The person, who used to down glasses of whisky, has no strength to lift up a bottle of water to his mouth anymore. He needs to be taken to the toilet and is only surviving on liquids and light food. We got him the medicines from Alwar – powders and syrups, but he doesn’t even like taking them. They must really be bitter. But all our hopes lie in those powders now. If miracles do exist in this world, then it’s time we witness one now.
If you’ve read through this whole story, I request you to please be more aware of the consequences of alcohol abuse. I know it has become a part of our social life, and nobody is an exception to it. But everything must be done in moderation. As long as you maintain a healthy lifestyle, a little amount and occasional drinking might still be acceptable. But please, please, please do not think that it is okay to drink alcohol regularly. I too never took it seriously until now.

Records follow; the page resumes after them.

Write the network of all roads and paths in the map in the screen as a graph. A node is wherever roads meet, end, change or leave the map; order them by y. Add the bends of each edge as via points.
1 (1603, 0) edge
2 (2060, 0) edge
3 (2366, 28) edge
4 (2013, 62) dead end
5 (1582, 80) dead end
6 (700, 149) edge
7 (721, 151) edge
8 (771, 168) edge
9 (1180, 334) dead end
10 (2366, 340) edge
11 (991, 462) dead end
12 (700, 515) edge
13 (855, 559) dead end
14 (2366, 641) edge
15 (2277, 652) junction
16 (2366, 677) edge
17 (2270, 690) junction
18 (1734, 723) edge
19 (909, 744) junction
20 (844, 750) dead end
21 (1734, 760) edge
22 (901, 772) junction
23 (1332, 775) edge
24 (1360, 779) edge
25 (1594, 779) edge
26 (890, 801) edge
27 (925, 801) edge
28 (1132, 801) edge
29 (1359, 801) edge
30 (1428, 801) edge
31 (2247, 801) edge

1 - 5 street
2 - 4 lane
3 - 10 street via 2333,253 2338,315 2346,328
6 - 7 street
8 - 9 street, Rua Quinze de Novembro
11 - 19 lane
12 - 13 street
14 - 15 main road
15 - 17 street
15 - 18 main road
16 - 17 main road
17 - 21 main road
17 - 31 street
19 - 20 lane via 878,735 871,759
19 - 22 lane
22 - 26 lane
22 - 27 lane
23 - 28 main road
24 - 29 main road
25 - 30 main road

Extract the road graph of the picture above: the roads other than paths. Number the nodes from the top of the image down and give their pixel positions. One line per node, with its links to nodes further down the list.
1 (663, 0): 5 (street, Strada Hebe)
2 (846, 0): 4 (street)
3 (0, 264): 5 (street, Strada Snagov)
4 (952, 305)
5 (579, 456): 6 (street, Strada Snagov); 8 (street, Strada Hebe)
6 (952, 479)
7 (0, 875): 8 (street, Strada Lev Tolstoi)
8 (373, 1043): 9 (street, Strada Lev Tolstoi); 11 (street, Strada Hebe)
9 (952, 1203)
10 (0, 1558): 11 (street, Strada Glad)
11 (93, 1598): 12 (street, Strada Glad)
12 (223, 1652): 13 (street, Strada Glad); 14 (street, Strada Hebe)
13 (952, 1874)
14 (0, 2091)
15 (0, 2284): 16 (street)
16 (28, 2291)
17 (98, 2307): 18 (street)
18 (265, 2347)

We laugh and joke at advertisements before movies etc. that say ‘Alcohol is injurious to health’, but if you see it so closely (which I hope you don’t), you’ll realise how important it is to spread awareness about this.
There is nothing worse than seeing a normal healthy person dry down to this state, just because he gave in to addictions like these. There is no point in suffering later. It is wise to stop at the right time. And even though it is really difficult to see him like this, I’m glad that I came home at the right time, because I wouldn’t have understood the deeper meaning behind those advertisements, if I hadn’t seen it for myself.”